Hacker News new | ask | show | jobs
by danShumway 1248 days ago
Do you have an example? Most languages I've seen that do this seem to be deriving gendered word variants from the pronoun, at least as far as I can tell with my very limited experience.

Spanish has a lot of word variants based on feminine/masculine/plural subjects, but it's not really based on gender (otherwise inanimate objects wouldn't have those variants); as far as I can tell with my limited Spanish experience they're based on word agreement in the sentence with the pronouns or at most with masculine/feminine presentation.

Is there ever a scenario where, "el gata" would be correct in Spanish? "Gato" agrees with the "el" pronoun; it's not based on the gender identity of the noun independently of the pronoun, is it? Are there other languages that work differently?

This also seems like a problem that doesn't really require knowledge of gender identity as much as "do you want us to use masculine/feminine variants of words when referring to you?" -- something that seems easy enough to guess based on the pronoun or (when loading up a language translation that needs more advanced logic) to just outright ask the user.

I kind of hate the software trend towards "we need to derive everything we're doing from first principles"; I feel like a lot of these problems could be solved by saying, "when we encounter an edge case we'll ask what to do, rather than doing data collection up-front that will be irrelevant for the majority of users."

2 comments

> Do you have an example? Most languages I've seen that do this seem to be deriving gendered word variants from the pronoun, at least as far as I can tell with my very limited experience.

That's a weird way to put it. Words have grammatical gender, in some languages like Spanish there are articles like "el" or "la" that go with that, but in other languages like Russian there's no article.

For things in Spanish the grammatical gender is fixed. Eg, a window is always a feminine word. For cats it of course depends on the cat.

You're not matching the word to the article, but the other way around. "ventana" is a feminine word, so there's always a "la" before it.

> Is there ever a scenario where, "el gata" would be correct in Spanish?

Not in that specific case, but there are rare nouns where both are valid, eg "el mar" and "la mar", and sometimes with a subtly different meaning used for poetic effect.

So genuine question, because I am in the middle of building a dialog system that I'd like it to work with multiple languages -- it sounds like in the worst-case scenario we can encompass all of that behavior by just having a toggle in settings next to the pronouns for specifically those languages: "use masculine word variants / use feminine word variants".

If even that; if I know someone uses "el", then "el mar" isn't a problem, and I know to use masculine word variants in other locations. Is there any scenario where knowing that a user/player uses "el" to refer to themselves wouldn't allow you to derive what gender-variant of another word to use when referring to them?

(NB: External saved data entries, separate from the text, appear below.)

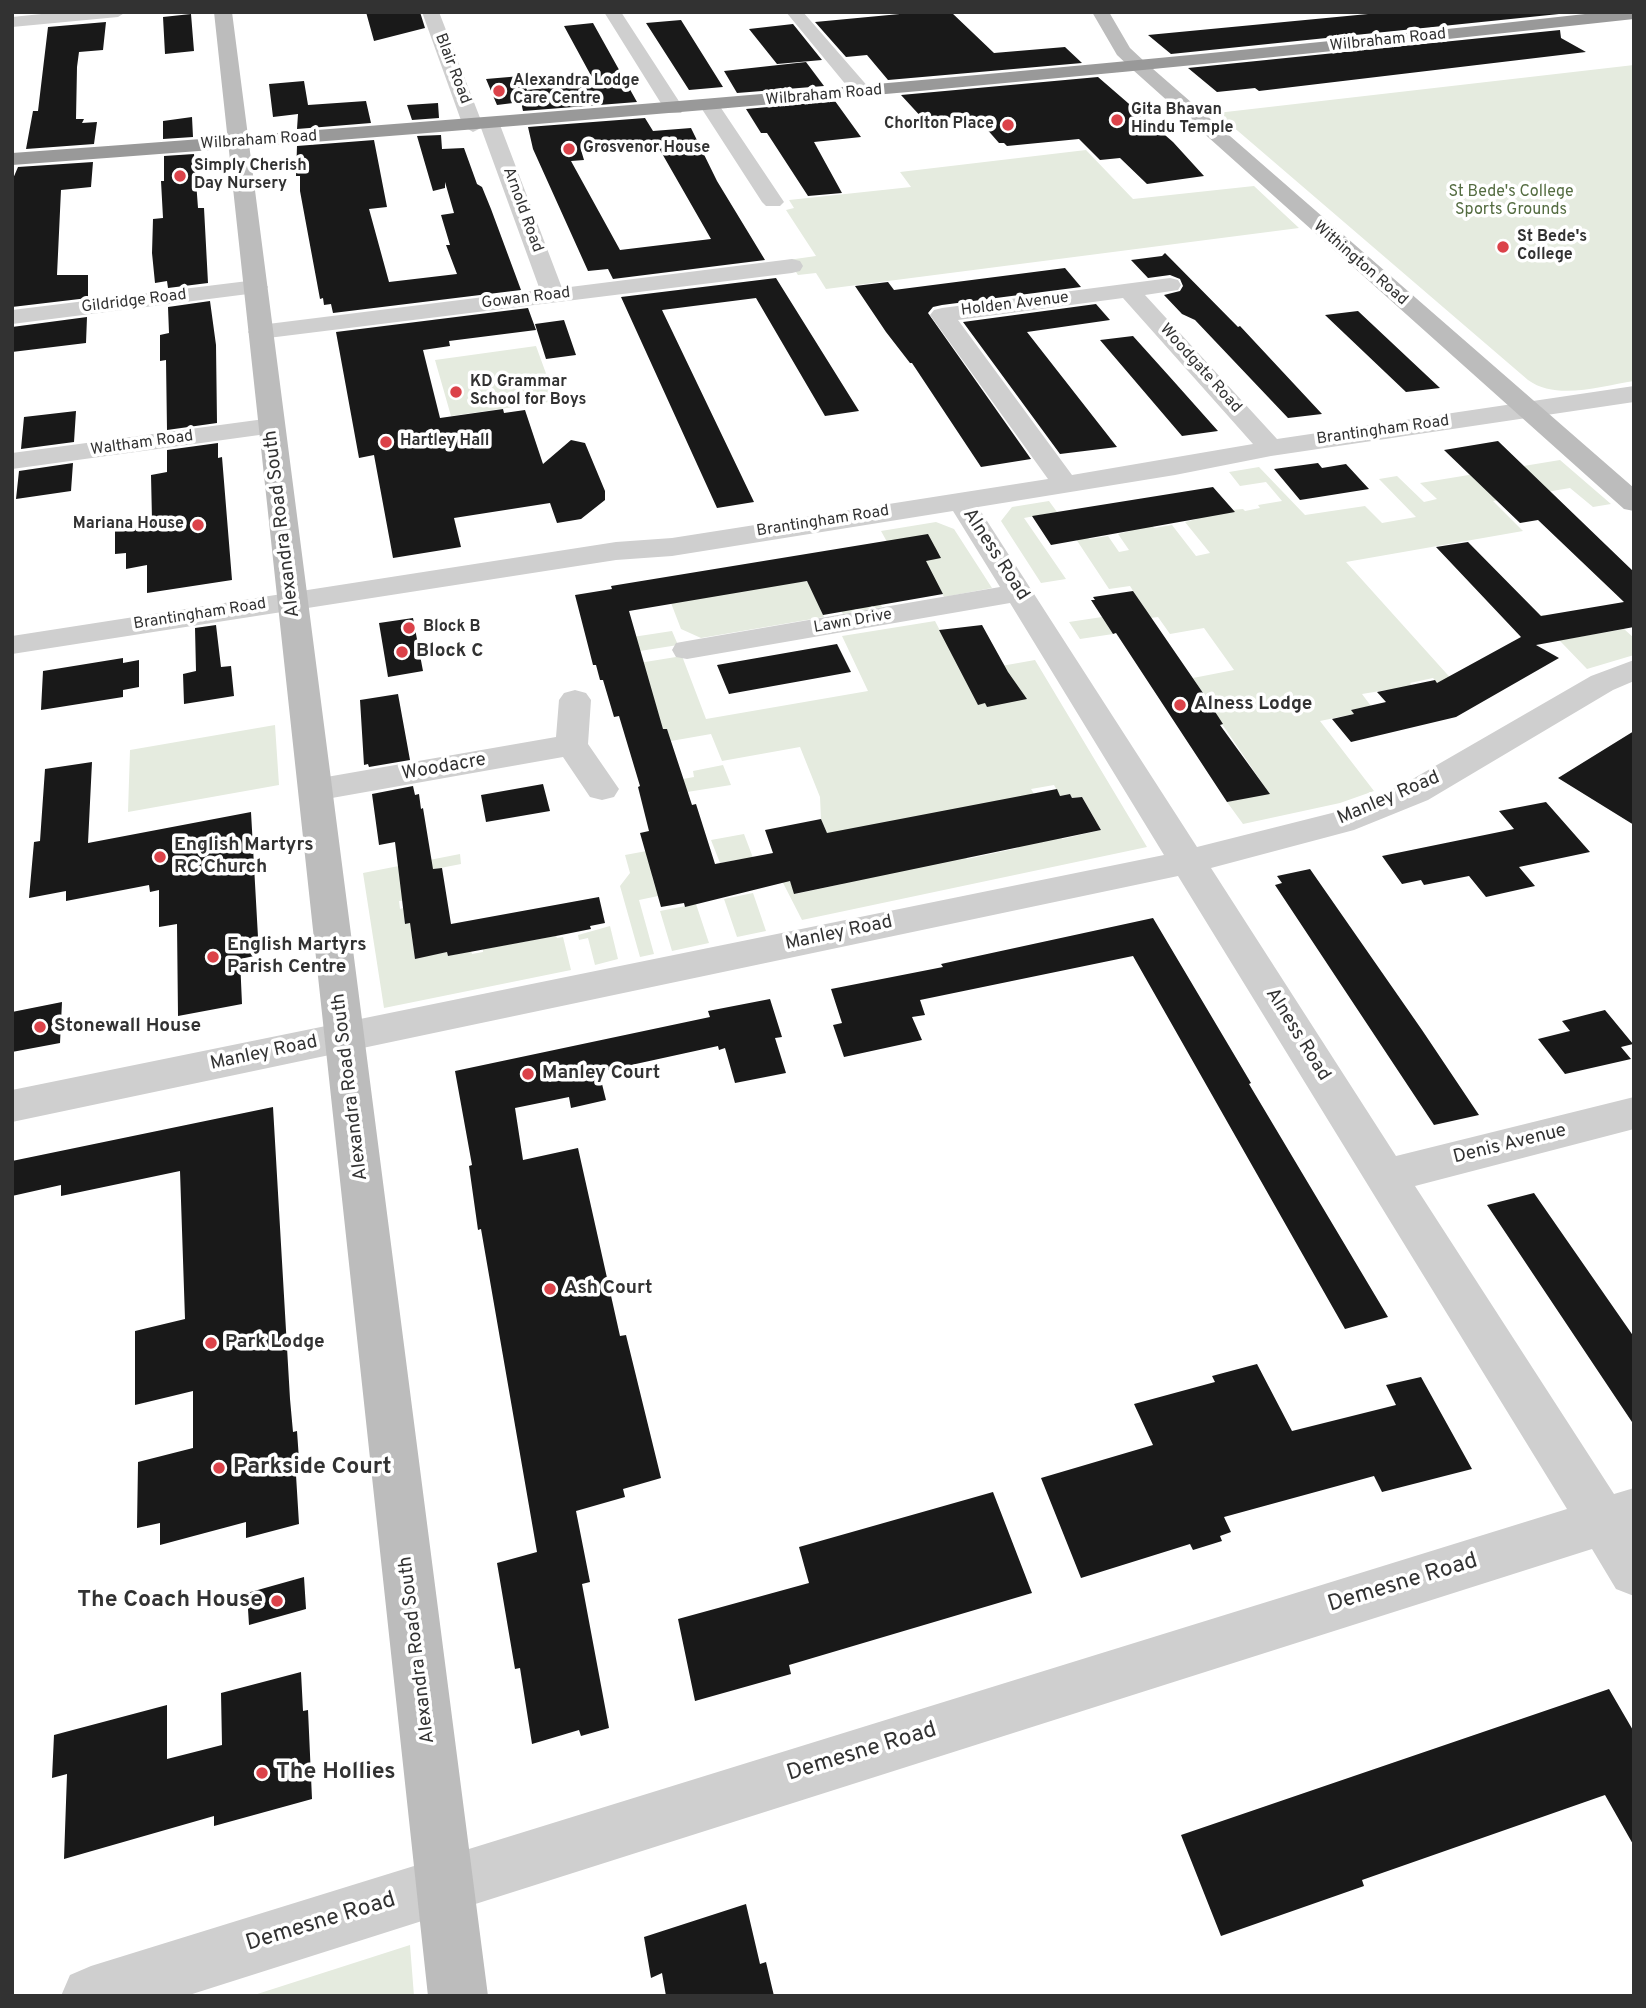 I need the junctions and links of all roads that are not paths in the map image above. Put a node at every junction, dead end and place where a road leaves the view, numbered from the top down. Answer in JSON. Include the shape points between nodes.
{"nodes":[{"id":1,"x":118,"y":12,"type":"edge"},
{"id":2,"x":223,"y":12,"type":"edge"},
{"id":3,"x":430,"y":12,"type":"edge"},
{"id":4,"x":612,"y":12,"type":"edge"},
{"id":5,"x":1100,"y":12,"type":"edge"},
{"id":6,"x":818,"y":13,"type":"edge"},
{"id":7,"x":1634,"y":13,"type":"edge"},
{"id":8,"x":795,"y":14,"type":"edge"},
{"id":9,"x":14,"y":23,"type":"edge"},
{"id":10,"x":1200,"y":60,"type":"junction"},
{"id":11,"x":1139,"y":66,"type":"junction"},
{"id":12,"x":1163,"y":87,"type":"junction"},
{"id":13,"x":863,"y":93,"type":"junction"},
{"id":14,"x":710,"y":106,"type":"junction"},
{"id":15,"x":674,"y":109,"type":"junction"},
{"id":16,"x":482,"y":125,"type":"junction"},
{"id":17,"x":238,"y":143,"type":"junction"},
{"id":18,"x":12,"y":159,"type":"edge"},
{"id":19,"x":773,"y":202,"type":"dead end"},
{"id":20,"x":792,"y":266,"type":"dead end"},
{"id":21,"x":1170,"y":285,"type":"dead end"},
{"id":22,"x":256,"y":287,"type":"junction"},
{"id":23,"x":1129,"y":290,"type":"junction"},
{"id":24,"x":554,"y":296,"type":"junction"},
{"id":25,"x":12,"y":317,"type":"edge"},
{"id":26,"x":260,"y":332,"type":"junction"},
{"id":27,"x":1634,"y":394,"type":"edge"},
{"id":28,"x":1526,"y":410,"type":"junction"},
{"id":29,"x":272,"y":426,"type":"junction"},
{"id":30,"x":1271,"y":448,"type":"junction"},
{"id":31,"x":12,"y":461,"type":"edge"},
{"id":32,"x":1065,"y":484,"type":"junction"},
{"id":33,"x":960,"y":500,"type":"junction"},
{"id":34,"x":1634,"y":503,"type":"edge"},
{"id":35,"x":1019,"y":593,"type":"junction"},
{"id":36,"x":292,"y":601,"type":"junction"},
{"id":37,"x":12,"y":645,"type":"edge"},
{"id":38,"x":687,"y":650,"type":"dead end"},
{"id":39,"x":1634,"y":670,"type":"edge"},
{"id":40,"x":575,"y":699,"type":"dead end"},
{"id":41,"x":572,"y":746,"type":"junction"},
{"id":42,"x":602,"y":789,"type":"dead end"},
{"id":43,"x":316,"y":790,"type":"junction"},
{"id":44,"x":1188,"y":862,"type":"junction"},
{"id":45,"x":345,"y":1037,"type":"junction"},
{"id":46,"x":12,"y":1106,"type":"edge"},
{"id":47,"x":1634,"y":1114,"type":"edge"},
{"id":48,"x":1386,"y":1176,"type":"junction"},
{"id":49,"x":1618,"y":1517,"type":"edge"},
{"id":50,"x":1634,"y":1572,"type":"edge"},
{"id":51,"x":445,"y":1884,"type":"junction"},
{"id":52,"x":91,"y":1996,"type":"edge"},
{"id":53,"x":458,"y":1996,"type":"edge"}],
"edges":[{"from":1,"to":9,"type":"street"},
{"from":2,"to":17,"type":"street","name":"Alexandra Road South"},
{"from":3,"to":16,"type":"street","name":"Blair Road"},
{"from":4,"to":15,"type":"street"},
{"from":5,"to":11,"type":"street","name":"Withington Road","via":[[1123,51]]},
{"from":6,"to":8,"type":"street"},
{"from":7,"to":10,"type":"highway","name":"Wilbraham Road"},
{"from":8,"to":13,"type":"street"},
{"from":10,"to":11,"type":"highway","name":"Wilbraham Road"},
{"from":10,"to":12,"type":"street","via":[[1168,73]]},
{"from":11,"to":12,"type":"street","name":"Withington Road"},
{"from":11,"to":13,"type":"highway","name":"Wilbraham Road"},
{"from":12,"to":28,"type":"street","name":"Withington Road"},
{"from":13,"to":14,"type":"highway","name":"Wilbraham Road"},
{"from":14,"to":15,"type":"highway","name":"Wilbraham Road"},
{"from":14,"to":19,"type":"street"},
{"from":15,"to":16,"type":"highway","name":"Wilbraham Road"},
{"from":16,"to":17,"type":"highway","name":"Wilbraham Road"},
{"from":16,"to":24,"type":"street","name":"Arnold Road"},
{"from":17,"to":18,"type":"highway","name":"Wilbraham Road"},
{"from":17,"to":22,"type":"street","name":"Alexandra Road South"},
{"from":20,"to":24,"type":"street","name":"Gowan Road"},
{"from":21,"to":23,"type":"street","name":"Holden Avenue"},
{"from":22,"to":25,"type":"street","name":"Gildridge Road"},
{"from":22,"to":26,"type":"street","name":"Alexandra Road South"},
{"from":23,"to":30,"type":"street","name":"Woodgate Road"},
{"from":23,"to":32,"type":"street","name":"Holden Avenue","via":[[942,315]]},
{"from":24,"to":26,"type":"street","name":"Gowan Road"},
{"from":26,"to":29,"type":"street","name":"Alexandra Road South"},
{"from":27,"to":28,"type":"street","name":"Brantingham Road"},
{"from":28,"to":30,"type":"street","name":"Brantingham Road"},
{"from":28,"to":34,"type":"street","name":"Withington Road"},
{"from":29,"to":31,"type":"street","name":"Waltham Road"},
{"from":29,"to":36,"type":"street","name":"Alexandra Road South"},
{"from":30,"to":32,"type":"street","name":"Brantingham Road"},
{"from":32,"to":33,"type":"street","name":"Brantingham Road"},
{"from":33,"to":35,"type":"street","name":"Alness Road"},
{"from":33,"to":36,"type":"street","name":"Brantingham Road"},
{"from":35,"to":38,"type":"street","name":"Lawn Drive"},
{"from":35,"to":44,"type":"street","name":"Alness Road"},
{"from":36,"to":37,"type":"street","name":"Brantingham Road"},
{"from":36,"to":43,"type":"street","name":"Alexandra Road South"},
{"from":39,"to":44,"type":"street","name":"Manley Road","via":[[1602,683],[1416,792],[1342,821]]},
{"from":40,"to":41,"type":"street"},
{"from":41,"to":42,"type":"street"},
{"from":41,"to":43,"type":"street","name":"Woodacre"},
{"from":43,"to":45,"type":"street","name":"Alexandra Road South"},
{"from":44,"to":45,"type":"street","name":"Manley Road"},
{"from":44,"to":48,"type":"street","name":"Alness Road"},
{"from":45,"to":46,"type":"street","name":"Manley Road"},
{"from":45,"to":51,"type":"street","name":"Alexandra Road South"},
{"from":47,"to":48,"type":"street","name":"Denis Avenue"},
{"from":48,"to":49,"type":"street","name":"Alness Road"},
{"from":49,"to":50,"type":"street","name":"Alness Road"},
{"from":49,"to":51,"type":"street","name":"Demesne Road"},
{"from":51,"to":52,"type":"street","name":"Demesne Road"},
{"from":51,"to":53,"type":"street","name":"Alexandra Road South"}]}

I guess if someone is using completely agender pronouns (I don't know what that would be in Spanish) I'd need to ask about feminine/masculine word variants, but I'm still struggling to see why I need to know their actual gender.

Translation is actually a very tough problem, especially in games.

Take a sentence like "$PERSON picked up $ITEM".

Russian requires knowing the gender of $PERSON because the verb "to pick" is modified depending on the gender of the person. It also needs the accusative declension of the $ITEM. In Russian you don't just say "book" in every context possible like in English, the word "book" gets different endings depending on the context it's used. A bit like verbs vary in English: become, became.

You also need to be very careful with things like word play -- it just doesn't translate right. Eg, there's a point in Monkey Island where an actual monkey is used as a wrench, because "monkey wrench". That just doesn't translate, at all.

And culture. Eg, things like honorifics and the general way people talk may not necessarily translate. For instance apparently the famous Star Wars "Do not want" happened because in Mandarin shouting just "NO!" isn't a thing.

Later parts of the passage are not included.